Стефан, – его, кинувшегося на всполошный зов колокола, человечьим водоворотом занесло в самую гущу, – рванулся в толпе. Непрошенные, нежданные даже слова рвались у него из груди:
– Люди добрые! Граждане ростовские! Друзья, братья! Восстанем все! Поможем Твери! Головы своя положим!
– Сам-то как, свою голову тоже положишь, али батька не повелит? – громко и глумливо вопросил узнавший Стефана горожанин.
– Молод ищо! – посыпались сердитые голоса. – Глуздырь! Дак и не попурхивай! Чей-то таков? Кириллов, никак, сынок! Батько где?! От ево ли послан, али сам, по младости, по глупости?

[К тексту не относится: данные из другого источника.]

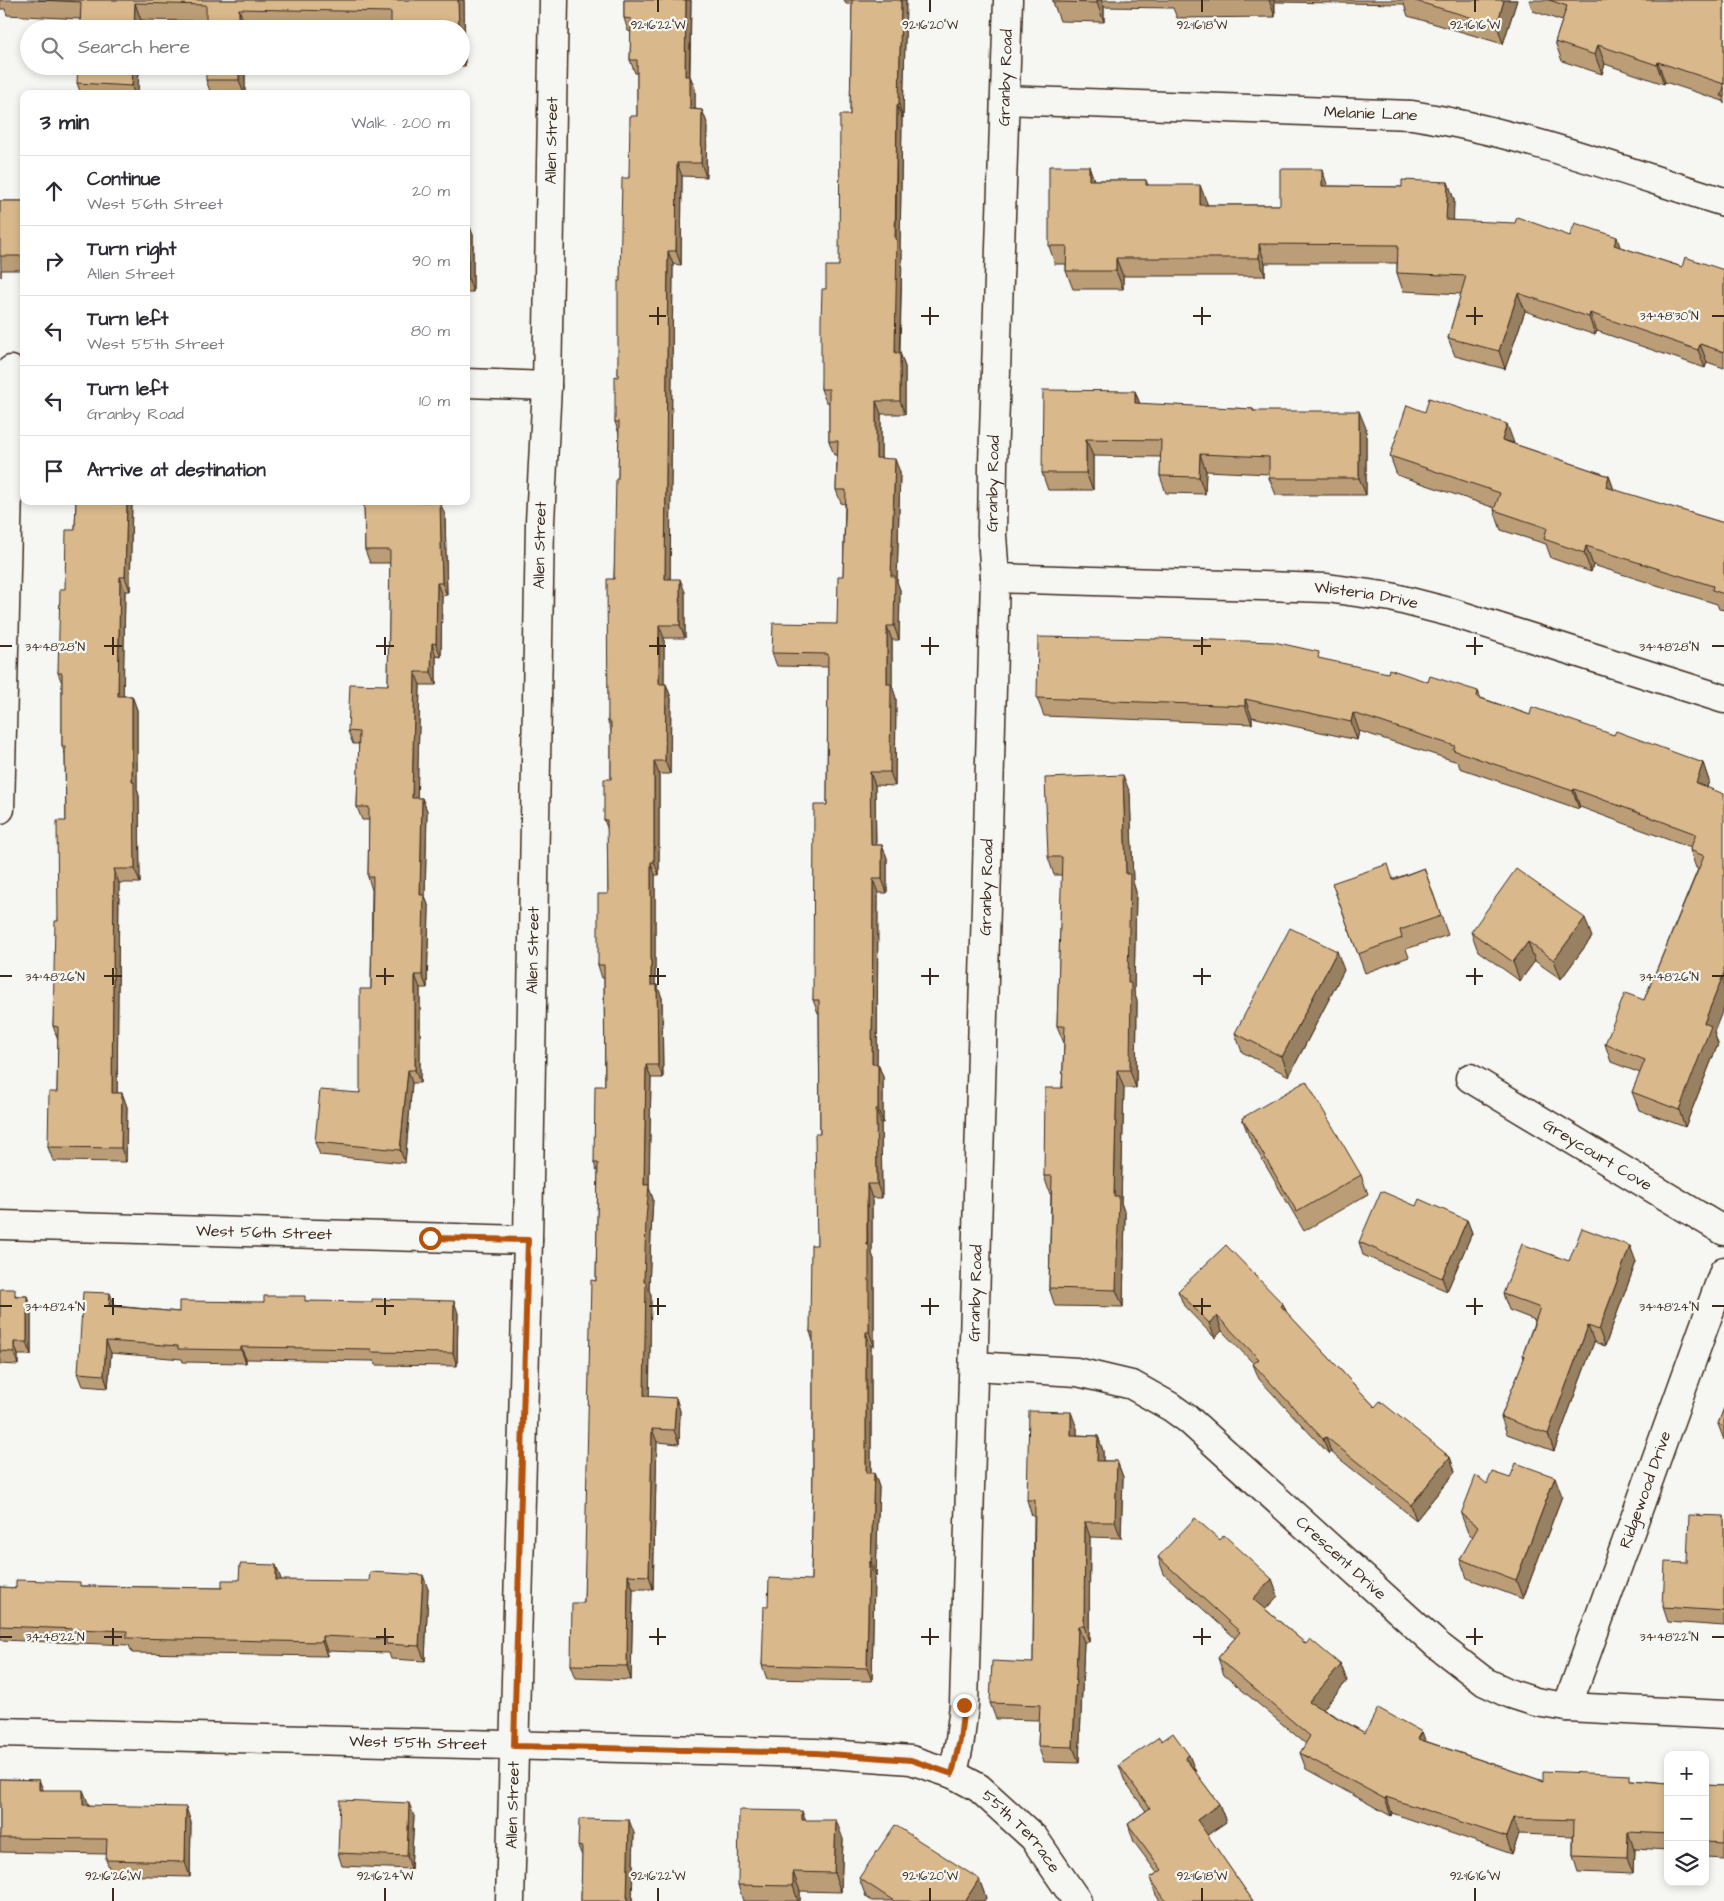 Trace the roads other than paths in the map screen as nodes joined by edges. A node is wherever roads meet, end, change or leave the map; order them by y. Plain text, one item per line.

Стефан, бешено пробиваясь вперед, орал им в лица, размахивая кулаками:
– Стыд! Позор! Как успех, дак и все до кучи: – мы! А как на труд, на смерть, дак пущай сосед, моя хижа с краю? Да? Так, што ли?! К оружию, граждане!
– Против кого? – вопрошали ему в лицо. – Власть своя, свои князья! Татар у нас нетути! Чево бояре бают, где они? Где Аверкий? Где твой батька, лучше скажи! Тверичи сами затеяли, им и расхлебывать! Нас не трогают пока!
– Дак и всех поврозь тронут! – надрывался Стефан.
– Ты, может, и прав, – не уступая, возражала ему слитная толпа, – да где бояре? Где рать? Мы смерды, у нас и оружия нет! Где старосты градские? Аверкий где? Послать за Аверкием!
– Мы встанем, а бояре? А князь что думат? А кто нам даст коней, да мечи, да брони, ты, што ль? Вятшие пойдут, тады и мы на рать станем! То-то и оно!
– Кто поведет? Кому нать? Тверской-то великой князь, Ляксандра Михалыч, сказывают, тоже утек из Твери? Во гради он? То-то ж!